Boy Erased
15¦ DVDWhen actor Joel Edgerton decided to pop behind the camera for 2015’s The Gift, which he also starred in, alongside Jason Bateman and Rebecca Hall, it felt as if that maybe more the direction, as it were, his career was going to take him.
It seems his day job put a stop to that, ultimately, as he’s only now gotten around to directing again, this time with completely different subject matter.
Jared (Lucas Hedges) lives in the Southern, god-fearing state of Arkansas, with his loving parents. They are concerned for his well being though, and with the aim of helping him, send him to Love in Action.
With a name like that, how could it be anything other than a place offering help and advice to those in a confused state of mind? As it turns out, it’s actually gay conversion therapy; a ‘safe’ haven for those evil, non-heterosexual thoughts to be brainwashed right out of you.
Like most people there, Jared is confused about his sexuality, and although chief therapist Victor Sykes (Edgerton) appears to be well meaning, the longer he stays there, the more Jared questions whether it’s actually the right thing for him, or anyone else there, for that matter.

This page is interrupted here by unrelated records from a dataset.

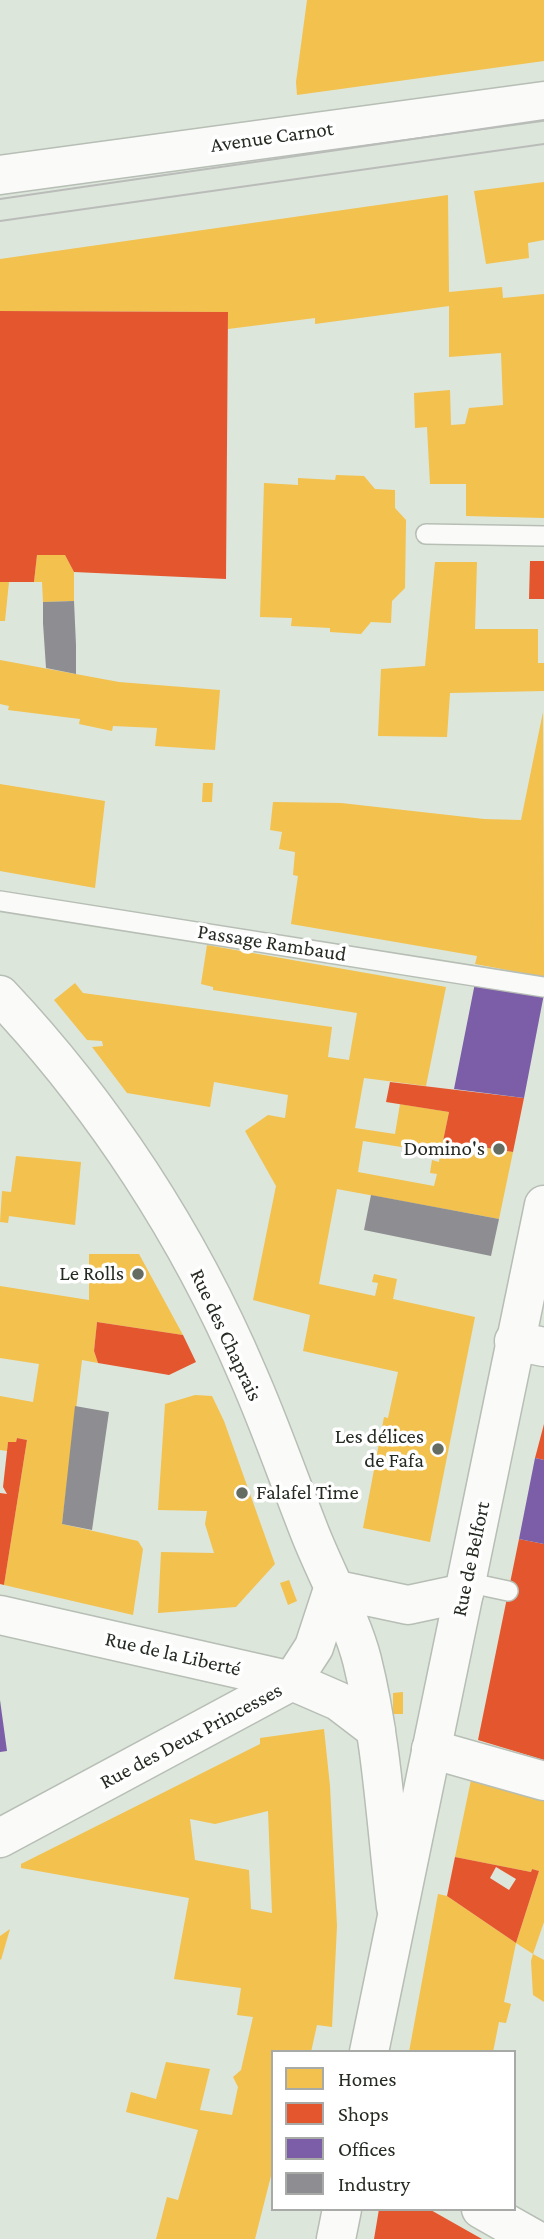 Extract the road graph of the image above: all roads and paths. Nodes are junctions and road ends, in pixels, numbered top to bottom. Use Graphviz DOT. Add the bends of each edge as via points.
graph roads {
  1 [pos="544,101"];
  2 [pos="0,175"];
  3 [pos="426,534"];
  4 [pos="544,536"];
  5 [pos="0,901"];
  6 [pos="544,987"];
  7 [pos="0,995"];
  8 [pos="544,1205"];
  9 [pos="529,1344"];
  10 [pos="465,1588"];
  11 [pos="333,1589"];
  12 [pos="508,1591"];
  13 [pos="0,1615"];
  14 [pos="292,1681"];
  15 [pos="376,1730"];
  16 [pos="430,1749"];
  17 [pos="544,1781"];
  18 [pos="0,1838"];
  19 [pos="396,1912"];
  20 [pos="369,2050"];
  21 [pos="342,2211"];
  22 [pos="485,2211"];
  23 [pos="337,2239"];
  24 [pos="534,2239"];
  1 -- 2 [label="street, Avenue Carnot"];
  3 -- 4 [label="lane"];
  5 -- 6 [label="lane, Passage Rambaud"];
  7 -- 11 [label="street, Rue des Chaprais" via="38,1035 119,1141 165,1213 247,1373"];
  8 -- 9 [label="street, Rue de Belfort"];
  9 -- 10 [label="street, Rue de Belfort"];
  10 -- 11 [label="street" via="408,1605"];
  10 -- 12 [label="lane"];
  10 -- 16 [label="street, Rue de Belfort"];
  11 -- 14 [label="street, Rue des Deux Princesses" via="314,1647"];
  11 -- 15 [label="street, Rue de Belfort" via="361,1655"];
  13 -- 14 [label="street, Rue de la Liberté"];
  14 -- 15 [label="street, Rue de la Liberté" via="355,1712"];
  14 -- 18 [label="street, Rue des Deux Princesses"];
  15 -- 19 [label="street, Rue de Belfort"];
  16 -- 17 [label="street"];
  16 -- 19 [label="street, Rue de Belfort"];
  19 -- 20 [label="street, Rue de Belfort"];
  21 -- 23 [label="street"];
  22 -- 24 [label="street"];
}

Although the premise sounds like a borderline sci-fi flick, where youngsters are committed to these dark places to be mentally mutilated into believing homosexuality is a sin, it’s actually based on the memoir of the same name by Garrard Conley, who underwent this highly dubious regime under the name of therapy.
Maybe it’s because Edgerton once again decides to act in a film he directs, taking on more than he can possibly handle, that his direction seems patchy at best, with an unclear timeline of events, as well as leaving out some fundamental questions.
The biggest is the decision by his parents to send Jared to such a place in the first place. It probably comes from a well-meaning place, but Edgerton decides to give the emotional reasons for their decision a complete miss. Instead, he chooses to offer somewhat sympathetic portrayals of mom (Nicole Kidman) and dad (Russell Crowe), which just doesn’t wash.
It also lacks emotional depth elsewhere; Hedges, who was Oscar nominated in 2016 for his supporting role in Manchester by the Sea, gives a somewhat stilted account of himself throughout. It’s clearly a traumatic time, and yet Hedges delivers an even keel performance, offering very little in the way of highs and lows his character must be going through.
In fact the biggest upset of the film doesn’t come until the end credits roll, when it displays how many US states still allow these types of facilities to exist.
As a premise, it’s thoroughly intriguing to think such places operate; it’s just disappointing that Edgerton’s execution is so flaky and conservative, failing as it does to get into the minds of those poor, sick souls that believe hetero is the only way to go.